The other one is Metalpages that is updated every Tuesday and Thursday and that has great articles about what is happening in the market. Both places require payments to access the full information.
Todays action in prices: Asianmetals reports few changes, the most important is a 12% rise (200 usd) in Ferrodysprosium (FOB) to 1885 USD compared to 1565 usd the last report. The rest + a few other Asianmetal FOB changes were already in my estimate yesterday of NAV up from 1.39 to 1.44. With this latest rise the estimate is now of a FOB NAV of 1.48 cad. (Not to be mixed up with the theoretical NAV using the domestical prices).
Some of you might follow the changes at Metalpages and note a small increase in domestic prices for dysprosium and a slightly lower price for terbium oxide.
Basically it is like this: Metalpages before today had domestic Dysprosium prices slightly lower than Asianmetals and alot higher for Tb oxide. With this change today these differences are still there, but less.
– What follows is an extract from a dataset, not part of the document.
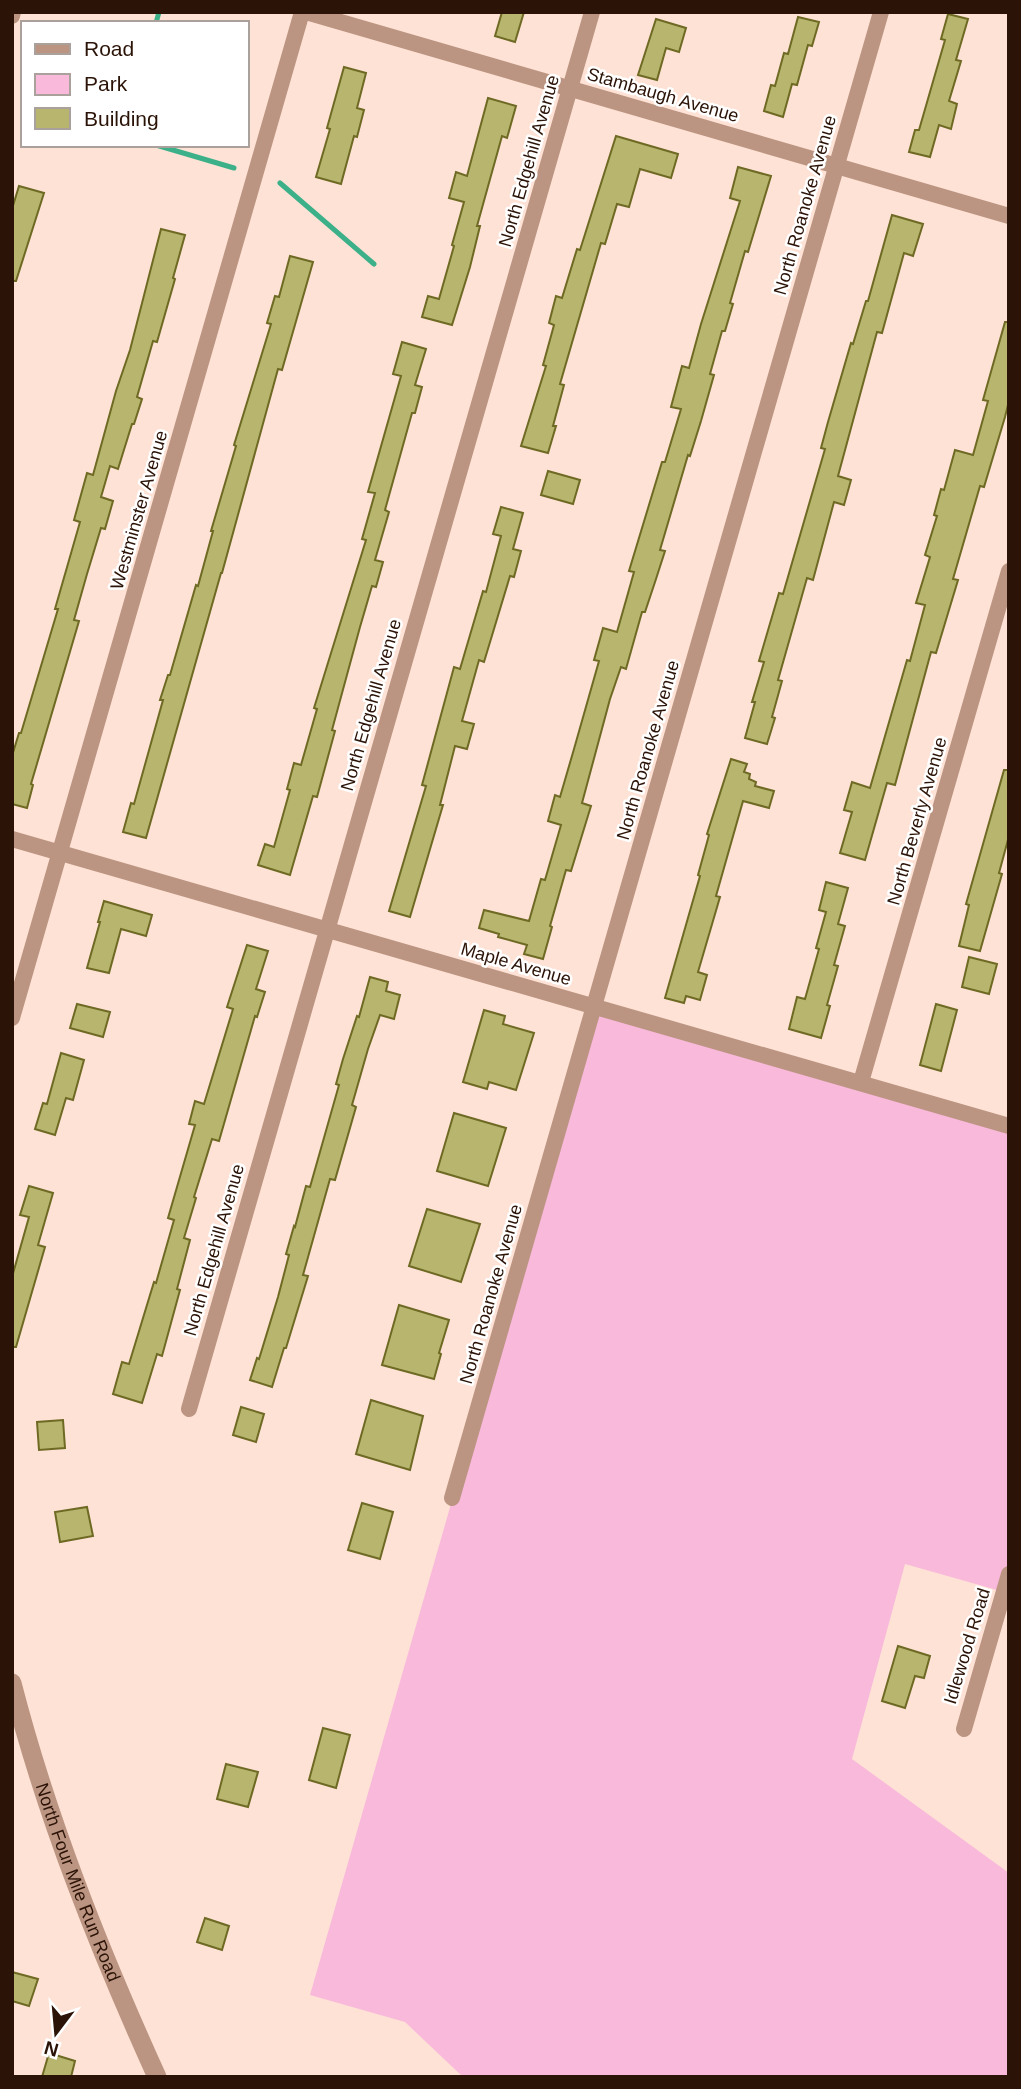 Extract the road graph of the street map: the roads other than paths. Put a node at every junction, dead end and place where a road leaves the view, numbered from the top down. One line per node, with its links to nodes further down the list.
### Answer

The estimate of 1.85 - 2 cad for NAV based on the domestic prices is still valid as what logically should be our NAV in 1-4 weeks.
The huge change for today is however of course what seems to happen to Lynas in Malaysia (the separation plant that is supposed to produce metal/oxide from the Australian concentrate might face a delay of 1 year).
Can you imagine being responsible for buying rare earths at Toshiba, Sony or GE and running down your inventory when prices in China has gone up so fast, doing that knowing that you have a contract with Lynas, and hearing this?? I see a distinct possibility that the days of delayed FOB prices due to customers not buying much at higher prices, that this is coming to a very abrupt change. I would guess alot phone calls were made today "accepting that high quotation you sent us last week" Mr Wong. We are now happy to pay your price, how much can you sell us today??